O que é a siringomielia?

O sistema nervoso divide-se em duas partes: o sistema nervoso central (cérebro e espinhal medula) e o sistema nervoso periférico (nervos). Tanto o cérebro como a espinhal medula estão rodeados por fluido cefalorraquidiano que dá lubrificação e nutrição ao sistema nervoso central. Este fluido forma-se em câmaras (chamados ventrículos) e depois flui por um canal central pela medula espinhal e cérebro.

Na siringomielia, há alterações ao fluxo de líquido cefalorraquidiano , o que provoca a formação de cavidades de fluido na medula espinhal. Isto provoca inchaço e dor.

 

Porquê que está associada aos cavalier king charles?
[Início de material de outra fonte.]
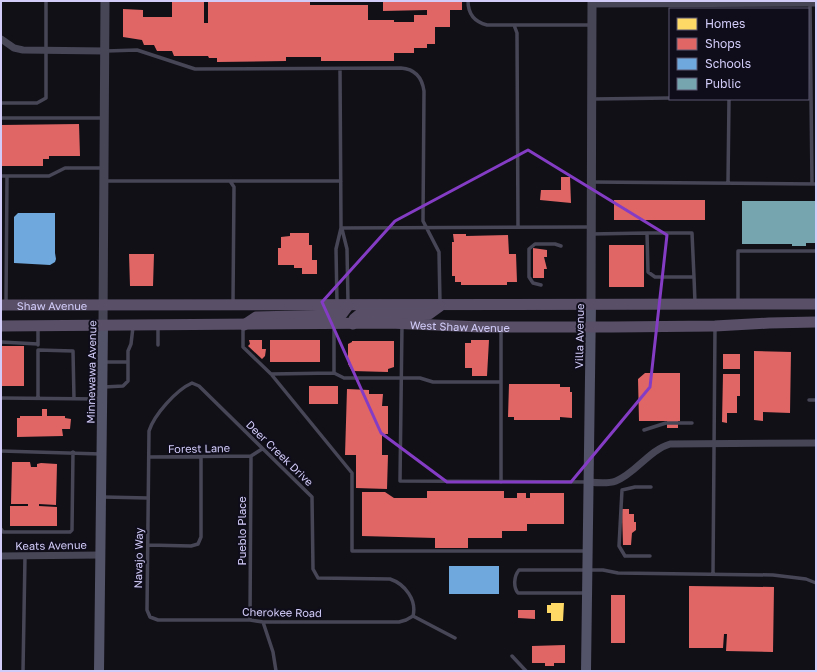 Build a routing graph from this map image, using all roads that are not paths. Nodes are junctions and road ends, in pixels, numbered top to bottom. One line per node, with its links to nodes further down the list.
1 (46, 1): 10 (lane)
2 (105, 1): 11 (street, Minnewawa Avenue)
3 (468, 1): 7 (lane)
4 (592, 3): 6 (street); 8 (street, Villa Avenue)
5 (813, 3): 6 (street); 27 (lane)
6 (728, 6)
7 (514, 25): 8 (lane); 28 (lane)
8 (592, 25): 14 (street, Villa Avenue)
9 (1, 39): 10 (street)
10 (46, 51): 11 (street); 16 (lane)
11 (105, 51): 12 (lane); 18 (street, Minnewawa Avenue)
12 (340, 68): 24 (lane); 30 (lane)
13 (669, 98): 14 (lane)
14 (592, 99): 25 (street, Villa Avenue)
15 (729, 100): 26 (lane)
16 (1, 103)
17 (1, 118): 18 (lane)
18 (105, 118): 19 (street, Minnewawa Avenue)
19 (104, 168): 21 (lane); 22 (street, Minnewawa Avenue)
20 (1, 176): 21 (lane)
21 (7, 176): 41 (lane)
22 (104, 181): 23 (lane); 42 (street, Minnewawa Avenue)
23 (230, 181): 24 (lane); 43 (lane)
24 (341, 181): 29 (lane)
25 (592, 182): 26 (lane); 31 (street, Villa Avenue)
26 (728, 183): 27 (lane)
27 (814, 184)
28 (518, 227): 30 (lane); 31 (lane)
29 (341, 228): 30 (lane); 44 (lane); 44 (lane)
30 (427, 228): 45 (lane)
31 (591, 230): 32 (lane); 37 (street, Villa Avenue)
32 (647, 233): 35 (lane); 35 (lane)
33 (561, 246): 36 (lane)
34 (816, 251): 39 (lane)
35 (694, 277): 38 (lane)
36 (542, 285)
37 (591, 304): 38 (main road, West Shaw Avenue); 45 (main road, West Shaw Avenue); 58 (main road, Villa Avenue)
38 (695, 304): 39 (main road, West Shaw Avenue)
39 (738, 304): 40 (main road, West Shaw Avenue)
40 (816, 304)
41 (4, 305): 42 (main road, Shaw Avenue)
42 (104, 305): 43 (main road, West Shaw Avenue); 53 (street, Minnewawa Avenue)
43 (233, 305): 44 (main road, West Shaw Avenue)
44 (342, 306): 45 (main road, West Shaw Avenue); 50 (main road)
45 (440, 306): 48 (main road)
46 (816, 322): 56 (main road, West Shaw Avenue)
47 (334, 324): 48 (main road, West Shaw Avenue); 50 (main road, West Shaw Avenue); 65 (lane)
48 (353, 324): 49 (main road, West Shaw Avenue)
49 (402, 324): 57 (main road, West Shaw Avenue); 67 (lane)
50 (243, 325): 55 (main road, West Shaw Avenue); 66 (lane)
51 (1, 326): 52 (main road, Shaw Avenue)
52 (38, 326): 53 (main road, Shaw Avenue); 60 (lane)
53 (103, 326): 54 (main road, West Shaw Avenue); 63 (main road, Minnewawa Avenue)
54 (133, 326): 55 (main road, West Shaw Avenue); 64 (lane)
55 (158, 326): 61 (lane)
56 (715, 326): 58 (main road, West Shaw Avenue); 79 (lane)
57 (501, 327): 58 (main road, West Shaw Avenue); 68 (lane)
58 (590, 327): 89 (main road, Villa Avenue)
59 (1, 342): 60 (lane)
60 (38, 344): 62 (lane)
61 (158, 345)
62 (38, 350): 72 (lane); 73 (lane)
63 (103, 362): 64 (lane); 70 (main road, Minnewawa Avenue)
64 (128, 362): 70 (lane)
65 (334, 373): 66 (lane); 67 (lane)
66 (271, 374): 95 (lane)
67 (402, 378): 68 (lane); 88 (lane)
68 (501, 382): 88 (lane)
69 (192, 383): 81 (lane, Deer Creek Drive); 86 (lane, Navajo Way)
70 (102, 387): 74 (main road, Minnewawa Avenue)
71 (1, 398): 72 (lane)
72 (38, 398): 73 (lane)
73 (74, 399): 74 (lane)
74 (102, 399): 84 (main road, Minnewawa Avenue)
75 (809, 400): 76 (lane)
76 (816, 400)
77 (692, 423): 78 (lane)
78 (644, 430)
79 (714, 443): 80 (street); 89 (street); 101 (lane)
80 (816, 443)
81 (262, 449): 85 (lane); 104 (lane, Deer Creek Drive)
82 (1, 451): 83 (lane)
83 (73, 452): 84 (lane); 93 (lane)
84 (102, 454): 91 (main road, Minnewawa Avenue)
85 (251, 456): 87 (lane, Forest Lane); 106 (lane, Pueblo Place)
86 (148, 457): 87 (lane, Forest Lane); 92 (lane, Navajo Way)
87 (201, 457): 94 (lane)
88 (501, 482): 89 (lane)
89 (589, 482): 95 (main road, Villa Avenue)
90 (651, 487): 99 (lane)
91 (102, 497): 92 (lane); 96 (main road, Minnewawa Avenue)
92 (148, 498): 94 (lane, Navajo Way)
93 (1, 529)
94 (148, 545): 105 (lane, Navajo Way)
95 (588, 551): 100 (main road, Villa Avenue)
96 (101, 555): 98 (street, Keats Avenue); 111 (main road, Minnewawa Avenue)
97 (1, 556): 98 (street, Keats Avenue)
98 (25, 556): 110 (lane)
99 (650, 556)
100 (588, 570): 101 (lane); 103 (main road, Villa Avenue); 103 (lane)
101 (713, 574): 102 (lane)
102 (816, 583)
103 (587, 593): 114 (main road, Villa Avenue)
104 (412, 616): 107 (lane, Cherokee Road); 108 (lane)
105 (150, 617): 106 (lane, Cherokee Road)
106 (250, 620): 107 (lane, Cherokee Road)
107 (263, 622): 112 (lane)
108 (455, 638)
109 (512, 656): 113 (lane)
110 (23, 671)
111 (99, 671)
112 (276, 671)
113 (526, 671)
114 (586, 671)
A siringomielia não é exclusiva dos cavalier, também pode ocorrer noutras raças, mas é muito mais comum nos cavalier. Basicamente, a conformação da cabeça dos cavalier faz com que tenham um cerebelo demasiado grande para a fossa caudal (a cavidade) que este ocupa. Assim, há compressão do cerebelo (que não tem espaço suficiente) gerando uma obstrução à passagem do fluido cefalorraquidiano. Com esta obstrução forma-se neste local (atrás do pescoço) uma cavidade de fluido.

 

Sinais clínicos:

  • Coçar o “ar”, ou seja, coçar muito a cabeça sem chegar a tocar;
  • Maior sensibilidade ao toque, principalmente na zona da cabeça e pescoço;
  • Lamber excessivamente as patas;
  • Esfregar excessivamente a cabeça;
  • Fraqueza dos membros posteriores;
  • Paralisia do nervo facial.

Podem ver aqui um vídeo com alguns sinais de um cavalier com siringomielia.

 

Diagnóstico:

A maioria dos pacientes são diagnosticados entre os 6 meses e os 3 anos e o diagnóstico tem de ser feito por Ressonância Magnética. O tratamento pode ser médico ou mesmo cirúrgico.

 

Como prevenir:

Se um cavalier for adoptado num canil ou associação não se sabe se vai ou não desenvolver siringomielia em determinada altura. No entanto, se for um animal adquirido a um criador os pais reprodutores devem ser avaliados para esta doença. Basicamente, faz-se uma ressonância magnética aos pais e, se tiverem sinais de siringomielia, não podem ser reproduzidos. Isto é, por exemplo, adoptado pelos clubes da raça no Reino Unido.